We live in interesting times. Politics, economics, engineering, science and just about any established system humans have built is in a state of identity crisis. There’s a new industrial revolution going on and nobody seems to know what we’re going to do with all of the “unemployable” millions.

I only mention this in relation to MMOs because for a long time I’ve thought that we have yet to realize the potential for vast online worlds not just to give people an escape from dystopia, but as an untapped frontier for humans to work in and tackle many of the problems we face that AI and robots can’t solve.
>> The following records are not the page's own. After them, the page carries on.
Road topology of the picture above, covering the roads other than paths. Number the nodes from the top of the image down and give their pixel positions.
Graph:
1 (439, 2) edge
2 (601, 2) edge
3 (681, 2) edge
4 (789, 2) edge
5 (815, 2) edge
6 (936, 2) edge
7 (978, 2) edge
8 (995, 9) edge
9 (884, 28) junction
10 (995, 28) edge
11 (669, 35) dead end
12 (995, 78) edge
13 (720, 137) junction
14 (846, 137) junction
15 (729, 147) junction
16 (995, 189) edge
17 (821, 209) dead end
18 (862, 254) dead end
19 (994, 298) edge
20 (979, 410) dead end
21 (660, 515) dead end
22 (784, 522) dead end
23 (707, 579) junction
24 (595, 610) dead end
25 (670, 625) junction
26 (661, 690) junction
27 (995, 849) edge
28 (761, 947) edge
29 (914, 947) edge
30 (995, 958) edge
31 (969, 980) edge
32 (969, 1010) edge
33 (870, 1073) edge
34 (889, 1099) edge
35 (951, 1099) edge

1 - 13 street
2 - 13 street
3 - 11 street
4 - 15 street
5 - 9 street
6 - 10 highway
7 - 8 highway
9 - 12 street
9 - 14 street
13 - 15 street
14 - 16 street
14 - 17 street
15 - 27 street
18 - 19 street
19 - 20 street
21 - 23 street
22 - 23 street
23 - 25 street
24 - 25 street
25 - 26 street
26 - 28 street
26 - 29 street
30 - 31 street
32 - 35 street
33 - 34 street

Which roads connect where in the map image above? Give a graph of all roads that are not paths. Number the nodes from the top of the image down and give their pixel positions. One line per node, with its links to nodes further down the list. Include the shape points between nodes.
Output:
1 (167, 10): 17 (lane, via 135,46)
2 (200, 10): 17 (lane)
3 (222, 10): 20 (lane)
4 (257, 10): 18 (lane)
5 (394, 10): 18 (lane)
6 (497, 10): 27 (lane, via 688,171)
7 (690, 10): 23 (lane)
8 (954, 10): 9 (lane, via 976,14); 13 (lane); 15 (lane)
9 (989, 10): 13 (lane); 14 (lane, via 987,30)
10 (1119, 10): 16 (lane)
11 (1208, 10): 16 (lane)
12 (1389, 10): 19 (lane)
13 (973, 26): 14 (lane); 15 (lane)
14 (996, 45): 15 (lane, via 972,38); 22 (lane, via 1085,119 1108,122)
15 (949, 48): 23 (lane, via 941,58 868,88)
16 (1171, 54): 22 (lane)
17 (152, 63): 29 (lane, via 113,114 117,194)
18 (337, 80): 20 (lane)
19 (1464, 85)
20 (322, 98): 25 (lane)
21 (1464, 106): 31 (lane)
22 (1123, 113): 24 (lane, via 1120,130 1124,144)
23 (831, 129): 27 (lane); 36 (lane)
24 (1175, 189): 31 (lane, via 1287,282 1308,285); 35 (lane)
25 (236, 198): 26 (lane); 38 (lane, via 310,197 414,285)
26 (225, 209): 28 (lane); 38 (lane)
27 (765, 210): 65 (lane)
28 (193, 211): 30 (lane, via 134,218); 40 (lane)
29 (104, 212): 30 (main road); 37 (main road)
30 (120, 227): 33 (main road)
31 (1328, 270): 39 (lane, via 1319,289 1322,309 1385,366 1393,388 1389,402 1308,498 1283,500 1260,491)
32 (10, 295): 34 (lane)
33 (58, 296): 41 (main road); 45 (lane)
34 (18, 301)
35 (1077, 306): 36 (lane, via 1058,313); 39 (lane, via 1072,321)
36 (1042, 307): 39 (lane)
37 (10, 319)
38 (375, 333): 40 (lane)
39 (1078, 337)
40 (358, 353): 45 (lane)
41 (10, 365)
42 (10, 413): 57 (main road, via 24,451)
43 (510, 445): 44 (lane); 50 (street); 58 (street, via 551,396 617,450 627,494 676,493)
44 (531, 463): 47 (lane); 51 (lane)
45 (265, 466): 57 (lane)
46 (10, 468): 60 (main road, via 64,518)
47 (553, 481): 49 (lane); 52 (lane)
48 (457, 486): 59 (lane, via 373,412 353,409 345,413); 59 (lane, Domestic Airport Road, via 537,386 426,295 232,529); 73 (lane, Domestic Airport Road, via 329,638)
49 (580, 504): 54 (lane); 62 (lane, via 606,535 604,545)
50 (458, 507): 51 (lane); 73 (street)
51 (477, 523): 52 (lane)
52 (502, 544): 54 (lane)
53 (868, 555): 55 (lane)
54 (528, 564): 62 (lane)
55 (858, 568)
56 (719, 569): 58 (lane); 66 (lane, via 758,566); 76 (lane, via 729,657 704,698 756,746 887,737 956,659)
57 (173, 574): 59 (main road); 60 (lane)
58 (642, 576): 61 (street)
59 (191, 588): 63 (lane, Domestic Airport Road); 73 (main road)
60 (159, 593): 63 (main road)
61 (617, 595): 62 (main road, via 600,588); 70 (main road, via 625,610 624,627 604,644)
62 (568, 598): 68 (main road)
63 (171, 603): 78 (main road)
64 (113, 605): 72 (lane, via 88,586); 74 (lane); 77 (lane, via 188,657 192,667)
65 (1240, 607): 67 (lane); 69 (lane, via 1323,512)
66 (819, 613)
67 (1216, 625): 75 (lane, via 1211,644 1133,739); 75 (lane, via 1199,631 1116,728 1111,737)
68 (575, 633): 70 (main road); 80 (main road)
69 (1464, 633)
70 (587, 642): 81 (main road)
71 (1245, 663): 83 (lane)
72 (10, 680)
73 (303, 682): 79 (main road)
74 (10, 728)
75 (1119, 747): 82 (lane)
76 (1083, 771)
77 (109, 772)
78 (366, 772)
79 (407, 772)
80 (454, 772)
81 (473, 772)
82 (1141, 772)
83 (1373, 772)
Gamers solve problems. The development of those Nvidia processors that are ubiquitous in everything from your handheld phone to the supercomputers used in every scientific discipline weren’t developed because a group of eggheads got a grant. Those guys failed. Our most pressing military needs couldn’t drive their development. We the gamers created the market that drove that innovation because we demanded with our dollars more polygons and a faster framerate, and we needed no subsidies but instead generated vast amounts of wealth in the process.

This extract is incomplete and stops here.